News

Welcome to End Point’s blog

Ongoing observations by End Point people

Little Spree Big Performance Problems

Recently I worked on an online food store serving an area with very little infrastructure. As a result, the orders tended to be really big with lots of products.

The website worked in the following environment:
● Ruby 1.9.2
● Spree 0.60
● Heroku, Bamboo stack
● PostgreSQL v9.2.4

H12 timeout errors

The performance problems started when we migrated Bamboo to Cedar on Heroku and replaced Thin webserver with Unicorn. We started getting a lot of Heroku Request timeout errors - H12:


The problems happened mostly when logging in to admin dashboard or during the checkout for the certain orders. H12 errors occur when a HTTP request takes longer than 30 seconds to complete. For example, if a Rails app takes 35 seconds to render the page, the HTTP router returns a 503 after 30 seconds and abandons the incomplete Rails request for good. The Rails request will keep working and logging the normal errorless execution. After completion, the request will indefinitely hang in the application dyno.
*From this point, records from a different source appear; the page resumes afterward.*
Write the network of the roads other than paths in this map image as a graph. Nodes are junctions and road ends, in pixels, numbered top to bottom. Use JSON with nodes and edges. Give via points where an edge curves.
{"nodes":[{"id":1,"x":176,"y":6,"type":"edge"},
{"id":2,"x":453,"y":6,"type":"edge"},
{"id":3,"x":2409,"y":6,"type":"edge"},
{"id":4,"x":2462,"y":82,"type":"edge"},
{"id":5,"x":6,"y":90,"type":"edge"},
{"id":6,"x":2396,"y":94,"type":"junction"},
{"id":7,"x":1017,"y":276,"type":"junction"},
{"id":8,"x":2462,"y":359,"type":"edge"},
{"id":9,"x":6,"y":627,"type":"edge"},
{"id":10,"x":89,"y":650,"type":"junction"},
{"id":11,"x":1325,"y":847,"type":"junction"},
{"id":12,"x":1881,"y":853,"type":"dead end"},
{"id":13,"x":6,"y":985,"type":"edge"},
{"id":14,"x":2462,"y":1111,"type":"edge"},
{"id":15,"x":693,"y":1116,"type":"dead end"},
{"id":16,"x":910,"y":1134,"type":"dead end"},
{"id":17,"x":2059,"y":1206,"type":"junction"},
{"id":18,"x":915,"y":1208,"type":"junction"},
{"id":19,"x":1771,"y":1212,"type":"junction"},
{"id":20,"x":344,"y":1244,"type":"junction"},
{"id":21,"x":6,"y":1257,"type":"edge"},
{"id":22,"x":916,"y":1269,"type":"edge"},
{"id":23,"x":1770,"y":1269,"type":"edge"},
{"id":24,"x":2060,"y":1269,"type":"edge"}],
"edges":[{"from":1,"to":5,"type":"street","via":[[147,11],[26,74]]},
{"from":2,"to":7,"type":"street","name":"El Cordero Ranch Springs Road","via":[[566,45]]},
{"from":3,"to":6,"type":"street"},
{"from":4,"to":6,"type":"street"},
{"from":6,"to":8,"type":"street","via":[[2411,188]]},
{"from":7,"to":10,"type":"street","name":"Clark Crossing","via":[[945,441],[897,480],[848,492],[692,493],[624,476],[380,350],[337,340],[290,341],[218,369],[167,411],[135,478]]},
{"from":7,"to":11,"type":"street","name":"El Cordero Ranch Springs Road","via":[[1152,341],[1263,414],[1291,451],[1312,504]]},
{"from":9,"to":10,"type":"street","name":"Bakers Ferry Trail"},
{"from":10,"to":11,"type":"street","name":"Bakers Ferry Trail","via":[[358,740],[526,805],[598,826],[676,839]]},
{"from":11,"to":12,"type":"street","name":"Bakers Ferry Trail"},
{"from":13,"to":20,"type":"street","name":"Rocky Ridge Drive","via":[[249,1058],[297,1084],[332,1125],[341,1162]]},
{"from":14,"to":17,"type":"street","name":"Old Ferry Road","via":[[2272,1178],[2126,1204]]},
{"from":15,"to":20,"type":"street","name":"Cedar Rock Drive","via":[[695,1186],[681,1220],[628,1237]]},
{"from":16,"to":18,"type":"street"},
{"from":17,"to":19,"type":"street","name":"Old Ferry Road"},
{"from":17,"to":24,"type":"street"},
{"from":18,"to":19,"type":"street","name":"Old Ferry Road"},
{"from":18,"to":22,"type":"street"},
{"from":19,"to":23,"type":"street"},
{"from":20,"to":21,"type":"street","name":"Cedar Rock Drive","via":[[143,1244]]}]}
We started debugging H12: we set Unicorn timeout to 20 seconds to prevent the runaway requests and installed the rack-timeout gem with the timeout of 10 seconds to raise an error on a slow request. It all came down to a trivial database timeout!


The application source has not changed during the transition from Bamboo to Cedar, but apparently Cedar/Unicorn is much more sensitive to the troubled code. Below is the list of performance bottlenecks and solutions in Spree. Some of them exist in version 0.60 only, but a lot of them are still present in Spree 1.x, which means that your application may have them too.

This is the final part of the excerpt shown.